◆ Task prompt ◆
Whenever a line in this data holds the word "from", report that line in full.

■ ■ ■

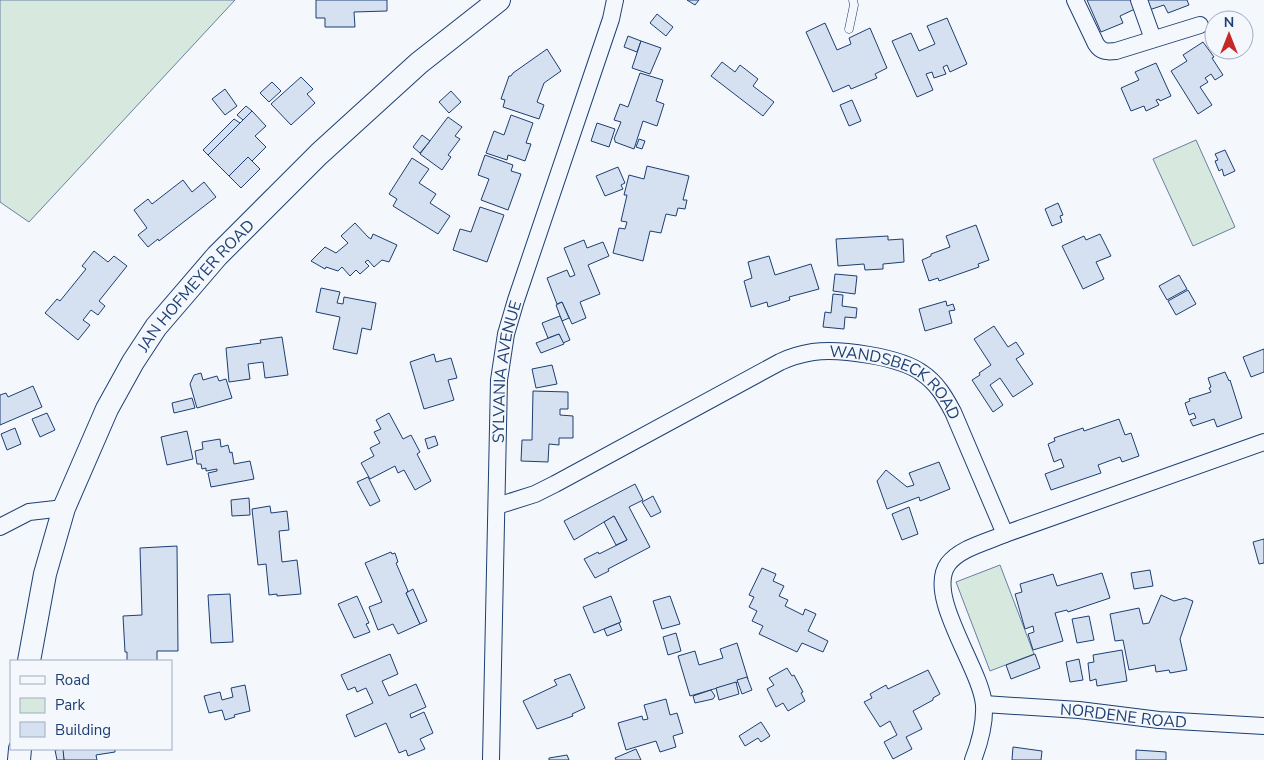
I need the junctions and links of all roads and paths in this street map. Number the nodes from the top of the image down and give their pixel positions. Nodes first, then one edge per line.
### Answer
1 (499, 0) edge
2 (615, 0) edge
3 (853, 0) edge
4 (1075, 0) edge
5 (1139, 0) edge
6 (1200, 25) dead end
7 (849, 29) dead end
8 (1152, 39) junction
9 (1264, 442) edge
10 (496, 506) junction
11 (64, 508) junction
12 (0, 527) edge
13 (1005, 534) junction
14 (29, 660) edge
15 (984, 704) junction
16 (1264, 726) edge
17 (491, 760) edge
18 (972, 760) edge

1 - 11 street, JAN HOFMEYER ROAD
2 - 10 street, SYLVANIA AVENUE
3 - 7 lane
4 - 8 street
5 - 8 street
6 - 8 street
9 - 13 street
10 - 13 street, WANDSBECK ROAD
10 - 17 street, SYLVANIA AVENUE
11 - 12 street
11 - 14 street, JAN HOFMEYER ROAD
13 - 15 street
15 - 16 street, NORDENE ROAD
15 - 18 street

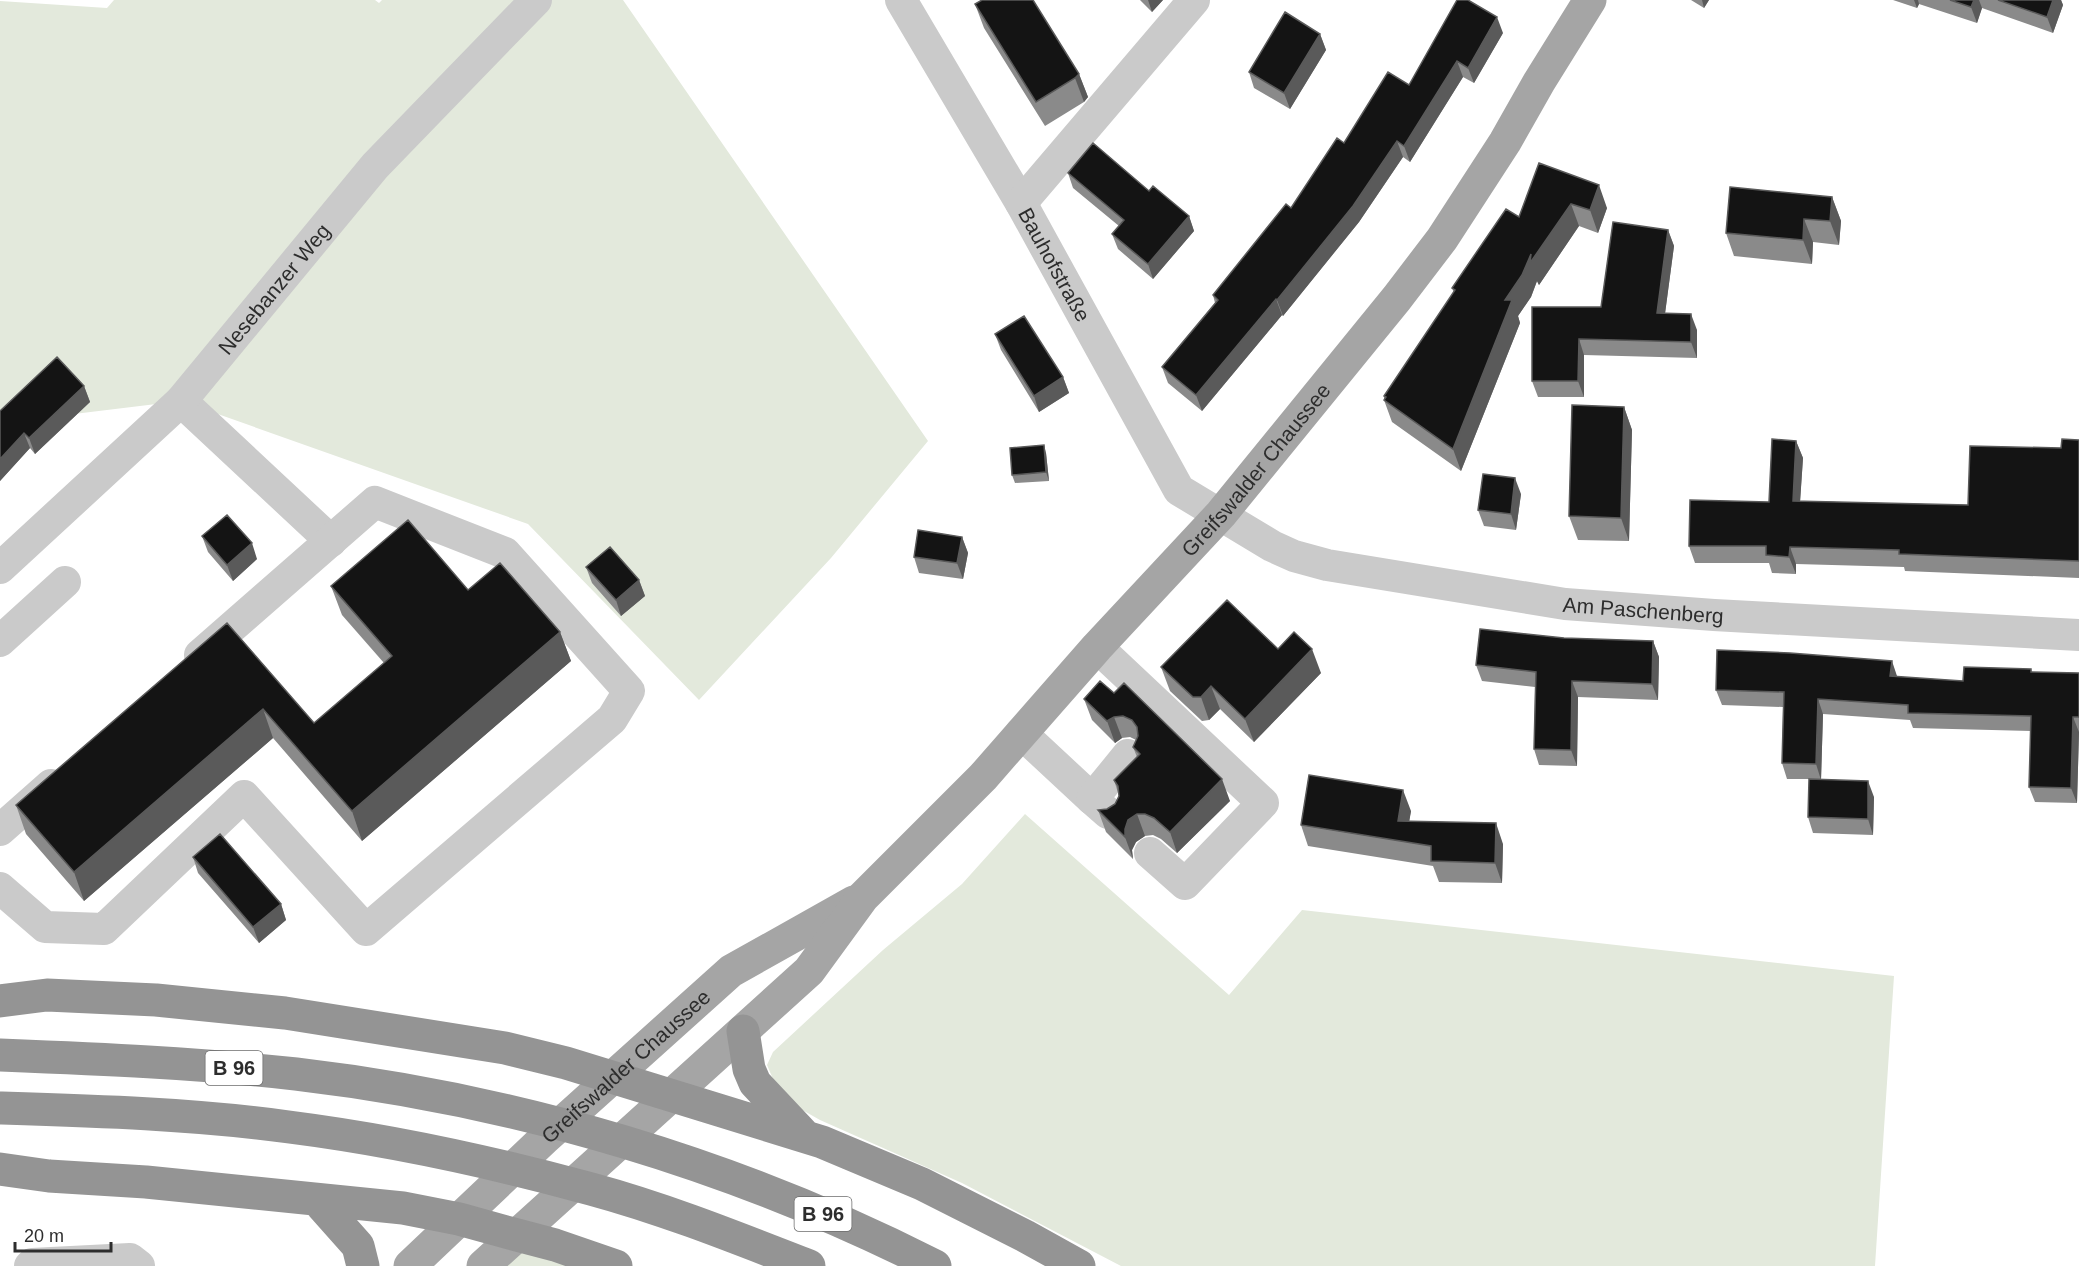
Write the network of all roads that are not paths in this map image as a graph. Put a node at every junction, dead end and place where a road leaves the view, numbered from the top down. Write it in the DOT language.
graph roads {
  1 [pos="536,0"];
  2 [pos="901,0"];
  3 [pos="1194,0"];
  4 [pos="1590,0"];
  5 [pos="1021,203"];
  6 [pos="181,401"];
  7 [pos="1221,514"];
  8 [pos="331,541"];
  9 [pos="0,568"];
  10 [pos="65,582"];
  11 [pos="2079,635"];
  12 [pos="0,641"];
  13 [pos="1097,647"];
  14 [pos="179,673"];
  15 [pos="1021,733"];
  16 [pos="1128,755"];
  17 [pos="72,767"];
  18 [pos="0,830"];
  19 [pos="1150,853"];
  20 [pos="0,888"];
  21 [pos="864,897"];
  22 [pos="0,1001"];
  23 [pos="744,1031"];
  24 [pos="0,1055"];
  25 [pos="614,1078"];
  26 [pos="673,1095"];
  27 [pos="0,1108"];
  28 [pos="805,1135"];
  29 [pos="0,1169"];
  30 [pos="318,1201"];
  31 [pos="459,1219"];
  32 [pos="517,1234"];
  33 [pos="30,1266"];
  34 [pos="139,1266"];
  35 [pos="363,1266"];
  36 [pos="410,1266"];
  37 [pos="483,1266"];
  38 [pos="616,1266"];
  39 [pos="809,1266"];
  40 [pos="935,1266"];
  41 [pos="1079,1266"];
  1 -- 6 [label="street, Nesebanzer Weg"];
  2 -- 5 [label="street, Bauhofstraße"];
  3 -- 5 [label="street"];
  4 -- 7 [label="main road, Greifswalder Chaussee"];
  5 -- 7 [label="street, Bauhofstraße"];
  6 -- 8 [label="street"];
  6 -- 9 [label="street, Nesebanzer Weg"];
  7 -- 11 [label="street, Am Paschenberg"];
  7 -- 13 [label="main road, Greifswalder Chaussee"];
  8 -- 14 [label="street"];
  8 -- 20 [label="street"];
  10 -- 12 [label="street"];
  13 -- 15 [label="main road, Greifswalder Chaussee"];
  13 -- 19 [label="street"];
  15 -- 16 [label="street"];
  15 -- 21 [label="main road, Greifswalder Chaussee"];
  17 -- 18 [label="street"];
  21 -- 23 [label="main road, Greifswalder Chaussee"];
  21 -- 25 [label="main road, Greifswalder Chaussee"];
  22 -- 25 [label="highway"];
  23 -- 26 [label="main road, Greifswalder Chaussee"];
  23 -- 28 [label="highway"];
  24 -- 40 [label="highway, B 96"];
  25 -- 26 [label="highway"];
  25 -- 31 [label="main road, Greifswalder Chaussee"];
  26 -- 28 [label="highway"];
  26 -- 32 [label="main road, Greifswalder Chaussee"];
  27 -- 39 [label="highway, B 96"];
  28 -- 41 [label="highway"];
  29 -- 30 [label="highway"];
  30 -- 31 [label="highway"];
  30 -- 35 [label="highway"];
  31 -- 32 [label="highway"];
  31 -- 36 [label="main road, Greifswalder Chaussee"];
  32 -- 37 [label="main road, Greifswalder Chaussee"];
  32 -- 38 [label="highway"];
  33 -- 34 [label="street"];
}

■ ■ ■

◆ Solution for this problem ◆
I need the junctions and links of all roads and paths in this street map. Number the nodes from the top of the image down and give their pixel positions. Nodes first, then one edge per line.
Write the network of all roads that are not paths in this map image as a graph. Put a node at every junction, dead end and place where a road leaves the view, numbered from the top down. Write it in the DOT language.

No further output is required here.